Aquarium photographs taken under modern RGB LEDs need careful post-processing because the spectrum is heavy in the deep red and blue regions that camera sensors over-emphasise. A disciplined aquarium photo editing lightroom workflow brings plant greens back to a natural saturation, recovers fish colour without crushing detail, and produces consistent results across an entire portfolio. This step-by-step from Gensou Aquascaping at 5 Everton Park covers profile choice, white balance correction, tone shaping and the targeted HSL moves that make planted-tank shots sing.

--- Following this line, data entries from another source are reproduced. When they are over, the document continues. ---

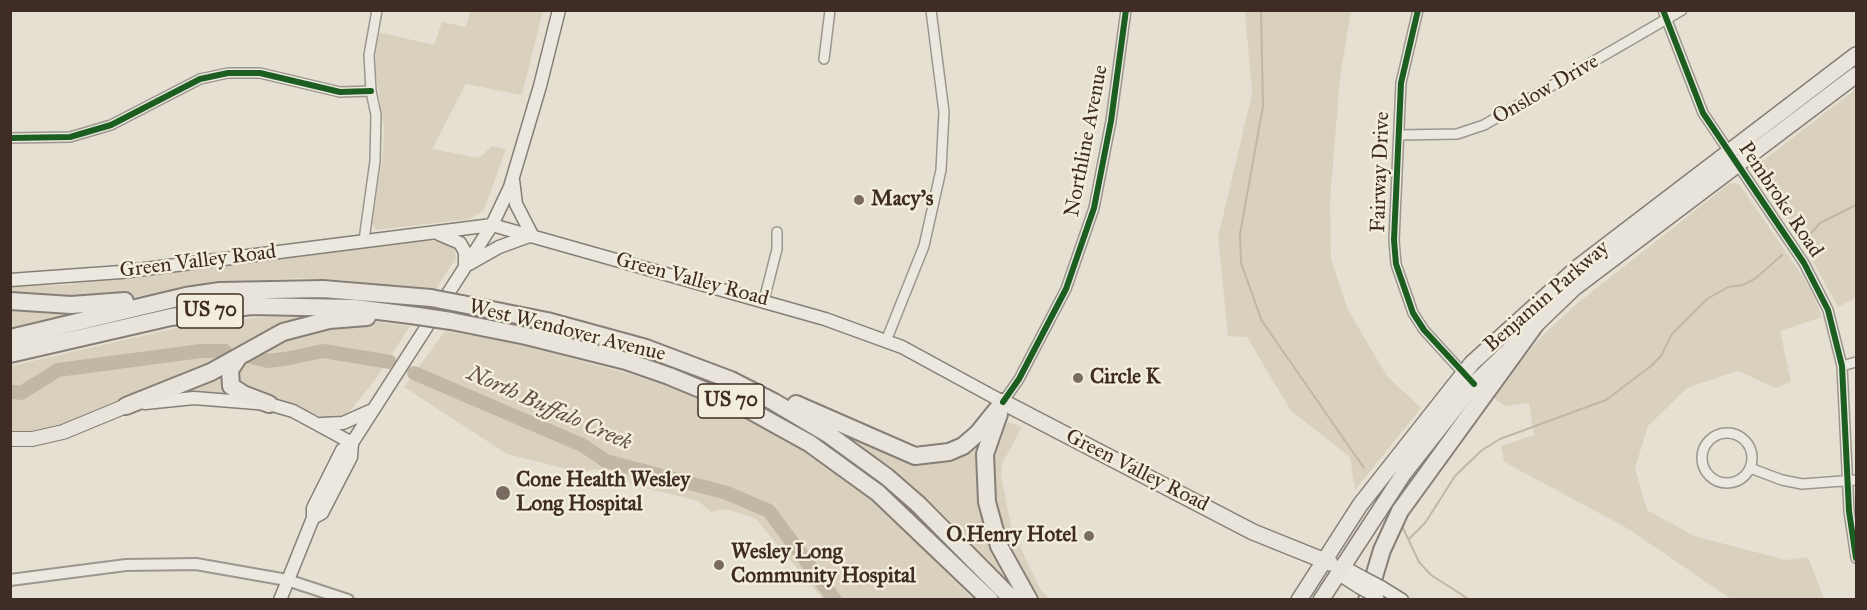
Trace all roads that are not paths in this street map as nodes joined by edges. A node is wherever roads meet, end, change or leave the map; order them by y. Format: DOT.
graph roads {
  1 [pos="377,10"];
  2 [pos="559,10"];
  3 [pos="830,10"];
  4 [pos="931,10"];
  5 [pos="1126,10"];
  6 [pos="1418,10"];
  7 [pos="1682,10"];
  8 [pos="1664,15"];
  9 [pos="1857,55"];
  10 [pos="824,59"];
  11 [pos="1857,75"];
  12 [pos="371,91"];
  13 [pos="1399,135"];
  14 [pos="10,138"];
  15 [pos="1733,160"];
  16 [pos="513,174"];
  17 [pos="492,225"];
  18 [pos="432,232"];
  19 [pos="777,232"];
  20 [pos="532,235"];
  21 [pos="364,240"];
  22 [pos="466,267"];
  23 [pos="10,280"];
  24 [pos="186,296"];
  25 [pos="764,300"];
  26 [pos="10,301"];
  27 [pos="416,316"];
  28 [pos="1536,325"];
  29 [pos="10,338"];
  30 [pos="886,341"];
  31 [pos="10,354"];
  32 [pos="238,358"];
  33 [pos="1857,362"];
  34 [pos="1842,366"];
  35 [pos="1468,379"];
  36 [pos="731,380"];
  37 [pos="1003,402"];
  38 [pos="269,404"];
  39 [pos="126,406"];
  40 [pos="374,408"];
  41 [pos="316,423"];
  42 [pos="10,439"];
  43 [pos="352,443"];
  44 [pos="1750,468"];
  45 [pos="1851,481"];
  46 [pos="1857,558"];
  47 [pos="1323,561"];
  48 [pos="1340,569"];
  49 [pos="964,576"];
  50 [pos="10,580"];
  51 [pos="287,580"];
  52 [pos="1371,591"];
  53 [pos="280,600"];
  54 [pos="348,600"];
  55 [pos="982,600"];
  56 [pos="990,600"];
  57 [pos="1012,600"];
  58 [pos="1029,600"];
  59 [pos="1299,600"];
  60 [pos="1321,600"];
  61 [pos="1402,600"];
  1 -- 12 [label="street"];
  2 -- 16 [label="main road"];
  3 -- 10 [label="street"];
  4 -- 30 [label="street"];
  5 -- 37 [label="street, Northline Avenue"];
  6 -- 13 [label="street, Fairway Drive"];
  7 -- 8 [label="street, Onslow Drive"];
  8 -- 13 [label="street, Onslow Drive"];
  8 -- 15 [label="street, Pembroke Road"];
  9 -- 15 [label="highway, Benjamin Parkway"];
  11 -- 15 [label="highway, Benjamin Parkway"];
  12 -- 14 [label="street"];
  12 -- 21 [label="street"];
  13 -- 35 [label="street, Fairway Drive"];
  15 -- 28 [label="highway, Benjamin Parkway"];
  15 -- 34 [label="street, Pembroke Road"];
  15 -- 35 [label="highway, Benjamin Parkway"];
  16 -- 17 [label="main road"];
  16 -- 20 [label="main road"];
  17 -- 18 [label="main road, Green Valley Road"];
  17 -- 20 [label="main road, Green Valley Road"];
  17 -- 22 [label="main road"];
  18 -- 21 [label="main road, Green Valley Road"];
  18 -- 22 [label="main road"];
  19 -- 25 [label="street"];
  20 -- 22 [label="main road"];
  20 -- 25 [label="main road, Green Valley Road"];
  21 -- 23 [label="main road, Green Valley Road"];
  22 -- 40 [label="main road"];
  24 -- 26 [label="highway"];
  24 -- 29 [label="highway, West Wendover Avenue / US 70"];
  24 -- 36 [label="highway, West Wendover Avenue / US 70, bridge"];
  25 -- 30 [label="main road, Green Valley Road"];
  27 -- 31 [label="highway, West Wendover Avenue / US 70"];
  27 -- 32 [label="highway"];
  27 -- 49 [label="highway, West Wendover Avenue / US 70, bridge"];
  28 -- 35 [label="highway, Benjamin Parkway"];
  28 -- 52 [label="highway"];
  30 -- 37 [label="main road, Green Valley Road"];
  32 -- 38 [label="highway"];
  32 -- 39 [label="highway"];
  33 -- 34 [label="street"];
  34 -- 45 [label="street, Pembroke Road"];
  35 -- 47 [label="highway, Benjamin Parkway"];
  35 -- 48 [label="highway, Benjamin Parkway"];
  36 -- 37 [label="highway"];
  36 -- 57 [label="highway, West Wendover Avenue / US 70"];
  37 -- 47 [label="highway, Green Valley Road"];
  37 -- 58 [label="highway"];
  38 -- 39 [label="main road"];
  38 -- 41 [label="main road"];
  39 -- 42 [label="main road"];
  40 -- 41 [label="main road"];
  40 -- 43 [label="main road"];
  41 -- 43 [label="main road"];
  43 -- 51 [label="main road"];
  44 -- 44 [label="street"];
  44 -- 45 [label="street"];
  45 -- 46 [label="street, Pembroke Road"];
  47 -- 48 [label="highway, Green Valley Road"];
  47 -- 59 [label="highway, Benjamin Parkway"];
  48 -- 52 [label="main road, Green Valley Road"];
  48 -- 60 [label="highway, Benjamin Parkway"];
  49 -- 55 [label="highway"];
  49 -- 56 [label="highway, West Wendover Avenue / US 70"];
  50 -- 51 [label="street"];
  51 -- 53 [label="main road"];
  51 -- 54 [label="street"];
  52 -- 61 [label="main road, Green Valley Road"];
}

Start From the Right Profile

Lightroom’s default Adobe Color profile boosts contrast and saturation aggressively, which compounds the over-saturated reds typical of RGB LED lighting. Switch to Adobe Standard or Camera Neutral as your starting profile — both give a flatter, more accurate base that responds better to subsequent edits. For Sony bodies, Camera Pro Standard is closer to the JPEG preview many shooters expect.

White Balance Done Properly

Aquarium scenes have no neutral grey unless you put one there. Place a white balance card or grey card in your hardscape for the first frame of every shoot, sample with the eyedropper, then sync that setting across the rest of the take. Without a reference, sample the substrate if it is a neutral dark grey such as Tropica Aquarium Soil. Avoid sampling off plant leaves or fish scales — both have inherent colour bias.

Tone Curve for Depth

A subtle S-curve in the parametric tone curve adds the visual depth that flat aquarium shots lack. Drop shadows by 10-15 and lift highlights by 8-12 to compress dynamic range first, then apply the S-curve on top. The aquarium lighting spectrum tends to clip the red channel, so check the histogram for red blowout before exporting.

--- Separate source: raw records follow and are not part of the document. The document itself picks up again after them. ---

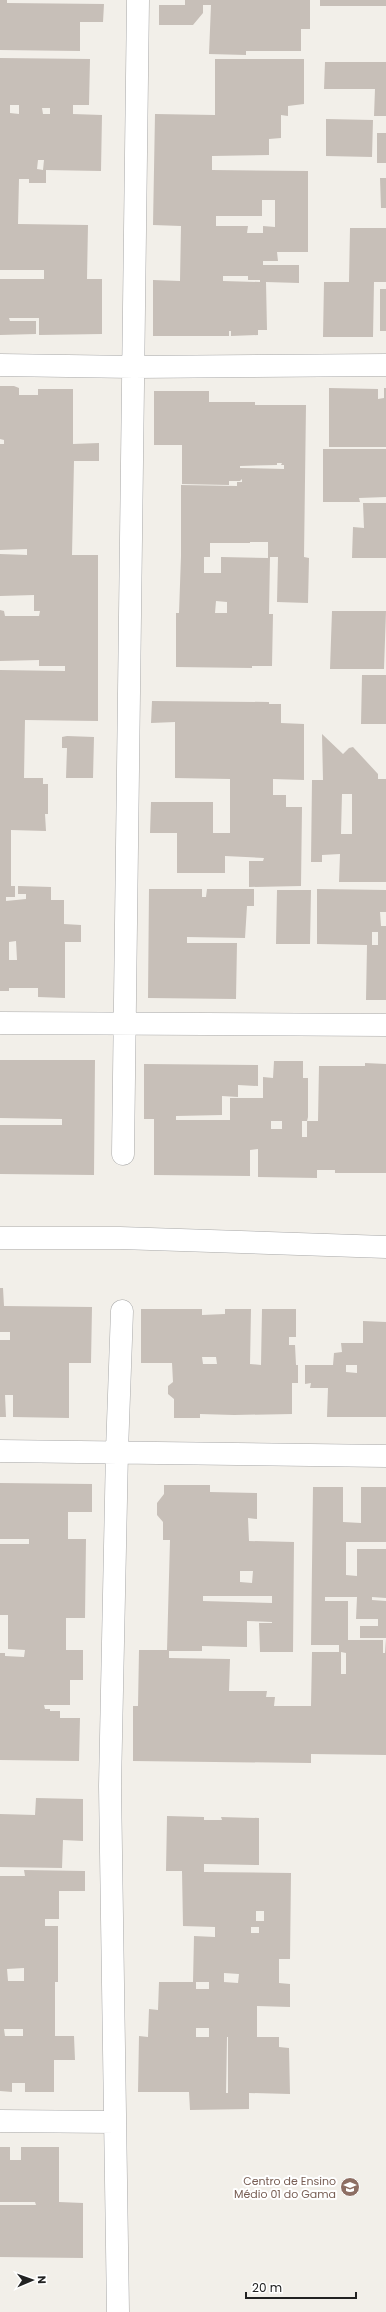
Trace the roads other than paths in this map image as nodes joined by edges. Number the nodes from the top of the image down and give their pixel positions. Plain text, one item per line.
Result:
1 (138, 0) edge
2 (0, 365) edge
3 (386, 365) edge
4 (134, 367) junction
5 (125, 1022) junction
6 (0, 1023) edge
7 (386, 1025) edge
8 (123, 1154) dead end
9 (0, 1238) edge
10 (386, 1247) edge
11 (122, 1311) dead end
12 (0, 1451) edge
13 (117, 1451) junction
14 (386, 1456) edge
15 (0, 2121) edge
16 (115, 2122) junction
17 (118, 2312) edge

1 - 4 street
2 - 4 street
3 - 4 street
4 - 5 street
5 - 6 street
5 - 7 street
5 - 8 street
9 - 10 street
11 - 13 street
12 - 13 street
13 - 14 street
13 - 16 street
15 - 16 street
16 - 17 street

HSL: Where Aquarium Edits Live or Die

The HSL panel does the heavy lifting in aquarium work. Pull green saturation up by 10-15 and shift hue slightly toward yellow-green to stop your Eleocharis and Glossostigma looking emerald-blue. Drop red and orange saturation by 5-10 to tame over-cooked betta scales. Lift the luminance of greens by 8 to make plant masses pop without affecting fish or hardscape.

Masked Adjustments for Subjects

Lightroom’s AI subject masking now reliably picks out fish in busy planted scenes. Apply a +0.3 stop exposure mask to your hero subject and a -0.2 stop mask to the surrounding mid-ground to draw the eye. For fish with iridescent scales, a small clarity boost of +10 inside the mask reveals scale structure that flat global edits flatten out. The substrate range looks richer with a separate mask lifting shadows by +15.

Lens Correction and Geometry

Always enable profile-based lens correction. Wide-angle aquarium shots taken at 16mm or below benefit from manual vertical and horizontal transform correction to keep the tank rim parallel to the frame edge. A single degree of rotation often saves an otherwise great frame. Use the crop tool’s auto-straighten on the visible waterline as a reference.

Detail Panel Without Over-Sharpening

Aquarium glass and water surface artefacts amplify with heavy sharpening. Keep amount at 35-45, radius at 1.0, masking at 50 to limit sharpening to edges only. Noise reduction at luminance 15-20 cleans high-ISO captures from low-light fish shots without smearing scale detail. Avoid colour noise reduction above 30 because it desaturates fine fin detail.

Export Specs for Different Channels

For Instagram and TikTok, export sRGB JPEG at 2048px long edge, quality 80, with output sharpening for screen. For e-commerce listings of CO2 equipment or hardware, 1500px square at quality 85 hits the Carousell and Shopee sweet spot. For print contests like IAPLC, follow the contest spec — usually sRGB JPEG at 4000px long edge, no compression artefacts.

Build a Preset Library

After 20-30 finished edits, identify the moves you make every time and save them as a preset. Most aquarium creators end up with three or four presets — planted tank base, marine reef base, shrimp macro base, and fish hero. Apply on import to save 80 per cent of your editing time and keep your portfolio visually cohesive.